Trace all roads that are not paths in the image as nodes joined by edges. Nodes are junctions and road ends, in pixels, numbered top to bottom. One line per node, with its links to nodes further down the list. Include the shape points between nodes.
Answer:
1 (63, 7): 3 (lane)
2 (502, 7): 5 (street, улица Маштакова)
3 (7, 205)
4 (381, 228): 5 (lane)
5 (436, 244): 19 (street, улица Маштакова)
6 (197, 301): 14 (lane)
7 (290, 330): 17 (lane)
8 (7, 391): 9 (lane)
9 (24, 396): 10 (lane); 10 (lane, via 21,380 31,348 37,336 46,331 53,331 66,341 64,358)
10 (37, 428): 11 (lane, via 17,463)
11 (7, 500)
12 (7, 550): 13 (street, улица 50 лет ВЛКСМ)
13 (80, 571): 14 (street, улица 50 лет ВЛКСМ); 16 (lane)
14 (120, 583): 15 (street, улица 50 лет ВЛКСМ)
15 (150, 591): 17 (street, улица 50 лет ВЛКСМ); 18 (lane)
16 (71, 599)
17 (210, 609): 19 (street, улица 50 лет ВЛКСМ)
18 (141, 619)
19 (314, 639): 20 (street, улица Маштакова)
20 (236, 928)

********************

§ TASK
Word for word, write out every record in the listing.

§ EXERCISE ANSWER
Trace all roads that are not paths in the image as nodes joined by edges. Nodes are junctions and road ends, in pixels, numbered top to bottom. One line per node, with its links to nodes further down the list. Include the shape points between nodes.
Answer:
1 (63, 7): 3 (lane)
2 (502, 7): 5 (street, улица Маштакова)
3 (7, 205)
4 (381, 228): 5 (lane)
5 (436, 244): 19 (street, улица Маштакова)
6 (197, 301): 14 (lane)
7 (290, 330): 17 (lane)
8 (7, 391): 9 (lane)
9 (24, 396): 10 (lane); 10 (lane, via 21,380 31,348 37,336 46,331 53,331 66,341 64,358)
10 (37, 428): 11 (lane, via 17,463)
11 (7, 500)
12 (7, 550): 13 (street, улица 50 лет ВЛКСМ)
13 (80, 571): 14 (street, улица 50 лет ВЛКСМ); 16 (lane)
14 (120, 583): 15 (street, улица 50 лет ВЛКСМ)
15 (150, 591): 17 (street, улица 50 лет ВЛКСМ); 18 (lane)
16 (71, 599)
17 (210, 609): 19 (street, улица 50 лет ВЛКСМ)
18 (141, 619)
19 (314, 639): 20 (street, улица Маштакова)
20 (236, 928)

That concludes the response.